Yes, as I said, in the earlier comments, we do see the Amazon relationship as unique, right, as we’ve described that’s a preferred relationship, the number one public with the number one private goal. And the momentum that we’re seeing as we invest and partner with each other as getting a great benefit for us mutually in the marketplace. We do have the VCPP program, which enables us to have a much broader set of a cloud partners, over 4,000 cloud partners are enabled through that program. And as Zane just commented, we had another good quarter of growth in that area and we do expect that will continue to grow the offerings with other VCPP partners. But our preferred relationship with Amazon is giving us great results and we’ll be continuing to focus on that into the future.
Great. Thank you, Brad. We’ll take the last question, please.
And the final question is from Ben Bollin with Cleveland Research.
Good afternoon. Thanks for getting me in here at the end. Could you talk a little bit more about the enterprise agreements? What’s the average duration of those agreements? How is that changing? And as they become bigger across more stacks, what types of investments are you making to accelerate and improve understanding of those offerings so that you mitigate any shelf where concerns? Thank you.
So Ben, I’ll start and then let Pat finish. I mean, we couldn’t be more pleased with the growth we’re seeing, as I touched on there with our enterprise agreements, fourth quarter, I think was the largest ever was $26 million over $10 million. Our agreements are becoming more strategic and they’re covering far more products than ever before. And we’re focused on adoption and focus on consumption in all of the areas in particular in the cloud areas, as we integrate those into those agreements. We don’t typically get into too much detail on the average duration, but what I can tell you is that durations increasing as the size is increasing. So we’re very pleased with these relationships, the partnerships and how strategic they’ve become for both ourselves and our customers.
Yes. And just – maybe just to add on two little points, we did build an organization 1.5, 2 years ago called our customer success organization. That is non-pay for essentially professional services group that just focuses on adoption, right. And we use that really strategically to go to any place that we see that there shelfware.
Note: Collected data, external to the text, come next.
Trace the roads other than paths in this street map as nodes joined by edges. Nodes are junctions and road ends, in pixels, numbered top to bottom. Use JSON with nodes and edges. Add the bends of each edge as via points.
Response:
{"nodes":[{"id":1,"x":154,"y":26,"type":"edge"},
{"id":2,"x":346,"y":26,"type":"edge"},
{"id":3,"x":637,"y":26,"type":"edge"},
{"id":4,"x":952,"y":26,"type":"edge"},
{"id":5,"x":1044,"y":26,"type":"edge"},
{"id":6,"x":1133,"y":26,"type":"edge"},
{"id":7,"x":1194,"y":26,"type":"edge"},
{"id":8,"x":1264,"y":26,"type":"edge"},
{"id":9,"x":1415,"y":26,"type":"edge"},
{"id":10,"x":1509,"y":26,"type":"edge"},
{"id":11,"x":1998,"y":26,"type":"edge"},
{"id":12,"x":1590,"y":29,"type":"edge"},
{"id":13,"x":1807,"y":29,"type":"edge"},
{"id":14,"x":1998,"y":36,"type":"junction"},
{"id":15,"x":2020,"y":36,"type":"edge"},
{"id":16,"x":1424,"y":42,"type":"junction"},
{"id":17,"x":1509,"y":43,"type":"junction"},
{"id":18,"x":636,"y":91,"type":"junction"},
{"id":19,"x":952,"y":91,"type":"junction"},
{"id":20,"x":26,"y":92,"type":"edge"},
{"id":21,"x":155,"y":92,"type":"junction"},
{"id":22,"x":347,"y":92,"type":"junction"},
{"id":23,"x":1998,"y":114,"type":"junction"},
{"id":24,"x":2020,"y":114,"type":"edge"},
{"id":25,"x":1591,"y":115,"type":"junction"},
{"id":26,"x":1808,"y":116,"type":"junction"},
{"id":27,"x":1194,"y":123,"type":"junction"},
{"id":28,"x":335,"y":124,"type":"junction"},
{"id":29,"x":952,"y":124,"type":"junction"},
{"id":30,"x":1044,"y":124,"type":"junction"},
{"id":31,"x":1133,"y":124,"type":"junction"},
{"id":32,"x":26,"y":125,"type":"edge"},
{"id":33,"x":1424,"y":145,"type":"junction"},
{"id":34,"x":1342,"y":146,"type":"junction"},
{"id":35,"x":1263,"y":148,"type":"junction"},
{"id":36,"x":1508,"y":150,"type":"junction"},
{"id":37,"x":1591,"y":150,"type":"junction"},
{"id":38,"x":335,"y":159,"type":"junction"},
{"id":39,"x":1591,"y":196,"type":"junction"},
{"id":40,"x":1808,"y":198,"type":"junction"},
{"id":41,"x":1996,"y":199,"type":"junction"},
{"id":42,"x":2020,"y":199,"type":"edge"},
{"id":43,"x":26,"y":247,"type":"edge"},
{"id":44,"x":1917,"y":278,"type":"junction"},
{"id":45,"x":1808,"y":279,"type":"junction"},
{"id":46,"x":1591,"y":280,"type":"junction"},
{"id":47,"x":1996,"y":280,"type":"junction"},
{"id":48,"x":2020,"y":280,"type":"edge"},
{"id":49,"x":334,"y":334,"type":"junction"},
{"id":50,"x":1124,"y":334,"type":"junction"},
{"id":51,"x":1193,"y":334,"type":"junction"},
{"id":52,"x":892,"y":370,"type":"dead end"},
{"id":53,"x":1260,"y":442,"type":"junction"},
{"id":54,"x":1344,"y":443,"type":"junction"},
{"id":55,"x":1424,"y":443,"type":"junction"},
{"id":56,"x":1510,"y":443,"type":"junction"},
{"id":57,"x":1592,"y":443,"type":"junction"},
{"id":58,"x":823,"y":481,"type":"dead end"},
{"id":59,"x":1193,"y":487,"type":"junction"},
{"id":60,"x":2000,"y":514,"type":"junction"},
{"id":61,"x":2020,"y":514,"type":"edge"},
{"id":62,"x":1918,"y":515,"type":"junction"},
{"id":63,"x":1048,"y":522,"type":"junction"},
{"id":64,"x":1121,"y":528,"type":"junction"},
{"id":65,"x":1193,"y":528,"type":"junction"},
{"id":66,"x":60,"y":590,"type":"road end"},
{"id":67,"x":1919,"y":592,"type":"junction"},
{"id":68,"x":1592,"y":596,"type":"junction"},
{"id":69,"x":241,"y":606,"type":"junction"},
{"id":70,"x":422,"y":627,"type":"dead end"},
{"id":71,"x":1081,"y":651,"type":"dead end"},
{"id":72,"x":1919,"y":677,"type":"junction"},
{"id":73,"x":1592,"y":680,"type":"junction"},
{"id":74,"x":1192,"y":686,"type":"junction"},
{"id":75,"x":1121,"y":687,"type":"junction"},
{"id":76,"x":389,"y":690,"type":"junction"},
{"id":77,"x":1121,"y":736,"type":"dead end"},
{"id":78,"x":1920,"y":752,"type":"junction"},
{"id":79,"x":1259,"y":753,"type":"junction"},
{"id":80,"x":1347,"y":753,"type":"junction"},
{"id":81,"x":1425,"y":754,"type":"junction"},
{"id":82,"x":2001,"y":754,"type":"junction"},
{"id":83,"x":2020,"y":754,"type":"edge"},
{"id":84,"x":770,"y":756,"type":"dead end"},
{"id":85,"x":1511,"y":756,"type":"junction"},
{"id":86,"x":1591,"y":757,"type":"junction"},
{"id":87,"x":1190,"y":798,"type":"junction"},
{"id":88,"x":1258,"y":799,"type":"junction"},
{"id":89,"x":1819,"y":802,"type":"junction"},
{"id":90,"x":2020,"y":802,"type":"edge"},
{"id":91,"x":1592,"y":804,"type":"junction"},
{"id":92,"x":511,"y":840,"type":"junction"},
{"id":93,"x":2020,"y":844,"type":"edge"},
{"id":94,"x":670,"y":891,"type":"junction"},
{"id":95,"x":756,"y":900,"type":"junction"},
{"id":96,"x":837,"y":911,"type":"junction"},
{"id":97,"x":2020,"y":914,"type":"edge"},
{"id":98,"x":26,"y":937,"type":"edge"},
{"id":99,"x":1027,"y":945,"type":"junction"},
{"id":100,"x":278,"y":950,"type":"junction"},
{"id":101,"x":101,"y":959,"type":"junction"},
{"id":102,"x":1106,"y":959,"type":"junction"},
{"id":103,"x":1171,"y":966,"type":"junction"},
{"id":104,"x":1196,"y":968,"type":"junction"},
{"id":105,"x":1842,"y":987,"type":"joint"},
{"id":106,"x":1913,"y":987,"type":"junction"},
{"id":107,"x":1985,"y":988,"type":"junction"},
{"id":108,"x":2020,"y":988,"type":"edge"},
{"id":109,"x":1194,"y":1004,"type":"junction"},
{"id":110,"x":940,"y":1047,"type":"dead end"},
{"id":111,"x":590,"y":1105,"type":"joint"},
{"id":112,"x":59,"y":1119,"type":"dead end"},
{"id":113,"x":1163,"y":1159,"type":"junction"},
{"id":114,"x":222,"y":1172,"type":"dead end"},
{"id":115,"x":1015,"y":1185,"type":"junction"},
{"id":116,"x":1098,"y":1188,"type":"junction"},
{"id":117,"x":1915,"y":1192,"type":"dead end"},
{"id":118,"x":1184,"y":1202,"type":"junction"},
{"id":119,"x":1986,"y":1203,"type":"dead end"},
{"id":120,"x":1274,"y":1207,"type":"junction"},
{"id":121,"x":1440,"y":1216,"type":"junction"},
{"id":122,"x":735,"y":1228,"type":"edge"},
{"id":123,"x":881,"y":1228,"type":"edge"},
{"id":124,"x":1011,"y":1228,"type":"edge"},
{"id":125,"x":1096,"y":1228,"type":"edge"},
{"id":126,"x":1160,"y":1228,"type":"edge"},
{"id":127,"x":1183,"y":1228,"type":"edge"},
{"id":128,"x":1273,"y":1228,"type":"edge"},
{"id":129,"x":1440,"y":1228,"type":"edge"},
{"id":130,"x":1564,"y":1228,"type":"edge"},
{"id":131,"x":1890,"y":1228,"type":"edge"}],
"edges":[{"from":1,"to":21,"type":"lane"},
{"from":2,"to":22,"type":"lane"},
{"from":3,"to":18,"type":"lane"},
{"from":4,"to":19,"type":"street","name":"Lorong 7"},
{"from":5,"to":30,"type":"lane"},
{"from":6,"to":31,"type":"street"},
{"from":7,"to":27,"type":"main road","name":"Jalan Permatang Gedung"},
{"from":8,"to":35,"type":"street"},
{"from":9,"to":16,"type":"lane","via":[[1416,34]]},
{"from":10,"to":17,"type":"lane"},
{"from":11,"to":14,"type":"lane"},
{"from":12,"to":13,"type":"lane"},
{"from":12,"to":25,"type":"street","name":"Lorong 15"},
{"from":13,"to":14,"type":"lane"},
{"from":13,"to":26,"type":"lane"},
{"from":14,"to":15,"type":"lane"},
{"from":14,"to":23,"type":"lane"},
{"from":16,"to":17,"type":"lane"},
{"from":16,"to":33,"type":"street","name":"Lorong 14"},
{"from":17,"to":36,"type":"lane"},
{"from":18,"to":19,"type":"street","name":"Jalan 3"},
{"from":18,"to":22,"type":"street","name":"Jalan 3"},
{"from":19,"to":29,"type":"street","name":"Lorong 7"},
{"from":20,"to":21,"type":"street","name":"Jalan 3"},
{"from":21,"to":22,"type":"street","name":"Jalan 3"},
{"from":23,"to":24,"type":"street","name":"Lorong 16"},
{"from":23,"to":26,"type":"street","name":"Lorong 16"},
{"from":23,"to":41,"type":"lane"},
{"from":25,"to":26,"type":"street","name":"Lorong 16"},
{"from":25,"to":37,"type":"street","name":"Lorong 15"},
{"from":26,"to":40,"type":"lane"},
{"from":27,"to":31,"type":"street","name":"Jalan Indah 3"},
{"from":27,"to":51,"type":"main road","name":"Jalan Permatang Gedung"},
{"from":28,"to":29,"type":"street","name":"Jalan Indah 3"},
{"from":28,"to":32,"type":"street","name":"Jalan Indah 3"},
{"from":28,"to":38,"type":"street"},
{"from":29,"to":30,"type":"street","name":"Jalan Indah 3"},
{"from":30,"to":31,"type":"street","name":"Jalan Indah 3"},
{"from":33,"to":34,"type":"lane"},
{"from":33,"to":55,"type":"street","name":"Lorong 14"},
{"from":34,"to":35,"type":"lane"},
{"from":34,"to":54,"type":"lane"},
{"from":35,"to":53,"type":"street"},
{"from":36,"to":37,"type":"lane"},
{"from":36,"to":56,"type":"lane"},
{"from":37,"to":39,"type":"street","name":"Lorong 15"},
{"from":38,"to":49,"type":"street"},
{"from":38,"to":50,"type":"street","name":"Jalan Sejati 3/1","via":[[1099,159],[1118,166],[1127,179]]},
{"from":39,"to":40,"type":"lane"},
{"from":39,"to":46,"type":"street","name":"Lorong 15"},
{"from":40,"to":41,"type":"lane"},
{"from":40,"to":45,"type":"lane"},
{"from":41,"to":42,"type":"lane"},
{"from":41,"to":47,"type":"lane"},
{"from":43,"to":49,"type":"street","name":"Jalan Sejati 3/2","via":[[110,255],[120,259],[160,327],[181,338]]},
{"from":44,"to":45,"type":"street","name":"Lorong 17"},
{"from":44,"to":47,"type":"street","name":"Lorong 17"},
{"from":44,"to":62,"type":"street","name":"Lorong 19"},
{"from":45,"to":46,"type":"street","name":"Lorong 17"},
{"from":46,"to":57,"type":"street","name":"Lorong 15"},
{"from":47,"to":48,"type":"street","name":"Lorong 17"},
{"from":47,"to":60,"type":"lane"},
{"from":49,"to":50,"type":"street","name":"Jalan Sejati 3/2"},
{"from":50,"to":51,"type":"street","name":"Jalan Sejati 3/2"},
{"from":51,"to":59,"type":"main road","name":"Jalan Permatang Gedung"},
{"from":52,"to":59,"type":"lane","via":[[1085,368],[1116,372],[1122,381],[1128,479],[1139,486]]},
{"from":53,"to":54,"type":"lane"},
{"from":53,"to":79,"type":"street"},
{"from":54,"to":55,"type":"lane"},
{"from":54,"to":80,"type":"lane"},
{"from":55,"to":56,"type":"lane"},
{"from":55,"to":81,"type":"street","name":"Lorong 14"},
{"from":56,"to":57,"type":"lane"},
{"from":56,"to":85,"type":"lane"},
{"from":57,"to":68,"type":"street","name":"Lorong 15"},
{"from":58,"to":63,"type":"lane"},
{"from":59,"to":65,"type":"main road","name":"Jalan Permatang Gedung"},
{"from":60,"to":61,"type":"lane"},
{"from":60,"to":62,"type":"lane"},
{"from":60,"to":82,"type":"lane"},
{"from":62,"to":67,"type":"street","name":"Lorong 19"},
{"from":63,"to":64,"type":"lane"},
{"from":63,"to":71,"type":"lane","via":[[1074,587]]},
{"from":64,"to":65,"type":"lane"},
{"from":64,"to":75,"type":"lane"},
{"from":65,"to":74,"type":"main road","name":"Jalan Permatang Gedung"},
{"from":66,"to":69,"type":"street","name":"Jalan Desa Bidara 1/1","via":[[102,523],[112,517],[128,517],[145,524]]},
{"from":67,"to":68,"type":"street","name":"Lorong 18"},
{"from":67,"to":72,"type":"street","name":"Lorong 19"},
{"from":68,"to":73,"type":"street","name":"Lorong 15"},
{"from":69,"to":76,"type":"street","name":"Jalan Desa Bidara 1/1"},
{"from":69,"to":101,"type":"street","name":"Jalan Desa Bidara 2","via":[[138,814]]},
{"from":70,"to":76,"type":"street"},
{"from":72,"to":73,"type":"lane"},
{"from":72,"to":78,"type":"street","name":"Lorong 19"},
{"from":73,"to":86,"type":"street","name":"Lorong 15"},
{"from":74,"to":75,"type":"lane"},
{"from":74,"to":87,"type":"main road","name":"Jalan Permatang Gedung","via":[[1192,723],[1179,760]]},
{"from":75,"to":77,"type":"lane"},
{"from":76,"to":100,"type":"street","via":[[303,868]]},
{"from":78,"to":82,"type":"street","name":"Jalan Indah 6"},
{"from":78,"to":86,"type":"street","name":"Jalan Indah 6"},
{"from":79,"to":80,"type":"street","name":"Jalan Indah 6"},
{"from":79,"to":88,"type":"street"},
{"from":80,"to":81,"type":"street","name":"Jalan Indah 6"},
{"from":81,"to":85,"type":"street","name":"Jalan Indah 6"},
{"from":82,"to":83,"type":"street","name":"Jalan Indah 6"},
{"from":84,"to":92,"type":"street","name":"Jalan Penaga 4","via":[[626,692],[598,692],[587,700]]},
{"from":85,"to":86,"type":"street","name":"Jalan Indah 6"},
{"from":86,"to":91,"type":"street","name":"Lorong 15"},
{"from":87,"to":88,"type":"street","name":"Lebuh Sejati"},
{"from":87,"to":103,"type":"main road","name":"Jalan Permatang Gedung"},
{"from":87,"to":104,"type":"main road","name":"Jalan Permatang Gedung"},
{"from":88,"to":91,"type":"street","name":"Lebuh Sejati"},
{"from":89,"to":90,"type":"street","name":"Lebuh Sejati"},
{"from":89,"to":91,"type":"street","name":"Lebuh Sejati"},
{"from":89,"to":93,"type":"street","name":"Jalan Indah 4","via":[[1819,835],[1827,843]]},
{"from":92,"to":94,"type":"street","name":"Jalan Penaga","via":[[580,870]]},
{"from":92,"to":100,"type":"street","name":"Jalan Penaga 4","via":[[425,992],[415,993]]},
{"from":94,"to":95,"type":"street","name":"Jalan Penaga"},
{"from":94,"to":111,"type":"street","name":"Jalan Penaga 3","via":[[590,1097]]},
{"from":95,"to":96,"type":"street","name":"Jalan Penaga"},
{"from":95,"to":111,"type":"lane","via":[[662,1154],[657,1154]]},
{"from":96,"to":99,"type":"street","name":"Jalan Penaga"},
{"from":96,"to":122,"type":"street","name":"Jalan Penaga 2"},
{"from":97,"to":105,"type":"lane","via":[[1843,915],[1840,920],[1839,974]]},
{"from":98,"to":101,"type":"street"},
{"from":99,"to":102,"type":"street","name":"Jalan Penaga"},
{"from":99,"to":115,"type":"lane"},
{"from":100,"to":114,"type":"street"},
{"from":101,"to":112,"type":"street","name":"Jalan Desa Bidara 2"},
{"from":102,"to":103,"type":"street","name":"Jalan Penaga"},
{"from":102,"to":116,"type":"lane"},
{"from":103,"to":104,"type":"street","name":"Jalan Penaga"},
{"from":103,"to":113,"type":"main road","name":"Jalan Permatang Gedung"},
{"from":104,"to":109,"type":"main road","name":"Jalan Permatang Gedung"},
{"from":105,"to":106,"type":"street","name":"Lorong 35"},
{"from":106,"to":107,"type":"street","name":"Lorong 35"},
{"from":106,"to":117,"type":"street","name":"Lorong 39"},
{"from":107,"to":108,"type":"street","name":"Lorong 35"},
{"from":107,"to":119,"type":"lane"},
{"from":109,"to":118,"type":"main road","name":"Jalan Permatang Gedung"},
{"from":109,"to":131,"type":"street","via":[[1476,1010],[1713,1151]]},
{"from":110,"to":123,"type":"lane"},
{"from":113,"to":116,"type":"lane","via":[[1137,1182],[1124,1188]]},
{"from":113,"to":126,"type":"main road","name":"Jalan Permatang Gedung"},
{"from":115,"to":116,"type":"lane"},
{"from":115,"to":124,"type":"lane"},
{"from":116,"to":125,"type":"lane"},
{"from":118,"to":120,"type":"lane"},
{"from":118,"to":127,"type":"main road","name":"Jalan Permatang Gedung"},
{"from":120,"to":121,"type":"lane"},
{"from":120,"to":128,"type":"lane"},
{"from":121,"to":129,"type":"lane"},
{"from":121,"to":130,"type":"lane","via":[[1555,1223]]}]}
We just target that team to go attack it and help customers get enabled because customer with shelfware is not a happy customer. And we view this as very much that part of the reason we’re seeing the great success and renewal rates, increased size of VAs, increased duration of Vas, as a result that we are very focused on making sure customers are getting value from their investments that they’ve made in a VMware products. So overall, that team is doing extremely well for us. And showing great strategic relevance for our customers overall.
Maybe with that then, just to conclude, again, we’ll thank you all for joining us. We appreciate your time and interest in VMware. And in closing, I’ll just reiterate what I think you’ve already heard on this call. We are very pleased with a terrific Q4 and fiscal 2019 results. We’re seeing this broad-based strength across the business as we provide the essential, ubiquitous software foundation for our customers’ digital transformation. They’re investing in us, we’re partnering with them. It was a great year, and I think everybody on the team and on the call for a great results.
And again, ladies and gentlemen, that does conclude today’s call. We do appreciate you joining us today. You may now disconnect.